>>>
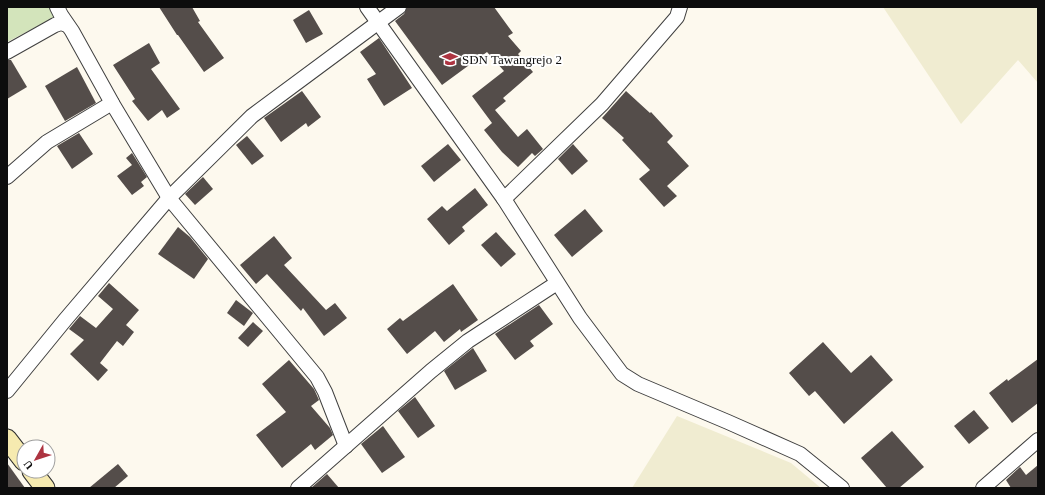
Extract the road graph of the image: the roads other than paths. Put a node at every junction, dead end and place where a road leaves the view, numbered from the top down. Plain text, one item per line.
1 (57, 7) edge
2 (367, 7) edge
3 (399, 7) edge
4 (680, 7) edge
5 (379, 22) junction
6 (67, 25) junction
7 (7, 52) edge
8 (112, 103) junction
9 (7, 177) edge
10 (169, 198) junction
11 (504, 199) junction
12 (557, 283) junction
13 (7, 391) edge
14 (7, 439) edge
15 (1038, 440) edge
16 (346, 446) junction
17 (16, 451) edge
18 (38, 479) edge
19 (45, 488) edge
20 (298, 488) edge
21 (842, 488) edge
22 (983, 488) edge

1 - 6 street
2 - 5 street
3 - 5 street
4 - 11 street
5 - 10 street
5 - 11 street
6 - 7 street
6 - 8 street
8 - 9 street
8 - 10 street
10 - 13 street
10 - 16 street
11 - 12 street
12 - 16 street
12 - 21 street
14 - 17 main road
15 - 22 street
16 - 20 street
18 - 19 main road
<<<
• **Task prompt**
All the records above must be retyped exactly, except for their pictures.

• **Solution to this exercise**
Extract the road graph of the image: the roads other than paths. Put a node at every junction, dead end and place where a road leaves the view, numbered from the top down. Plain text, one item per line.
1 (57, 7) edge
2 (367, 7) edge
3 (399, 7) edge
4 (680, 7) edge
5 (379, 22) junction
6 (67, 25) junction
7 (7, 52) edge
8 (112, 103) junction
9 (7, 177) edge
10 (169, 198) junction
11 (504, 199) junction
12 (557, 283) junction
13 (7, 391) edge
14 (7, 439) edge
15 (1038, 440) edge
16 (346, 446) junction
17 (16, 451) edge
18 (38, 479) edge
19 (45, 488) edge
20 (298, 488) edge
21 (842, 488) edge
22 (983, 488) edge

1 - 6 street
2 - 5 street
3 - 5 street
4 - 11 street
5 - 10 street
5 - 11 street
6 - 7 street
6 - 8 street
8 - 9 street
8 - 10 street
10 - 13 street
10 - 16 street
11 - 12 street
12 - 16 street
12 - 21 street
14 - 17 main road
15 - 22 street
16 - 20 street
18 - 19 main road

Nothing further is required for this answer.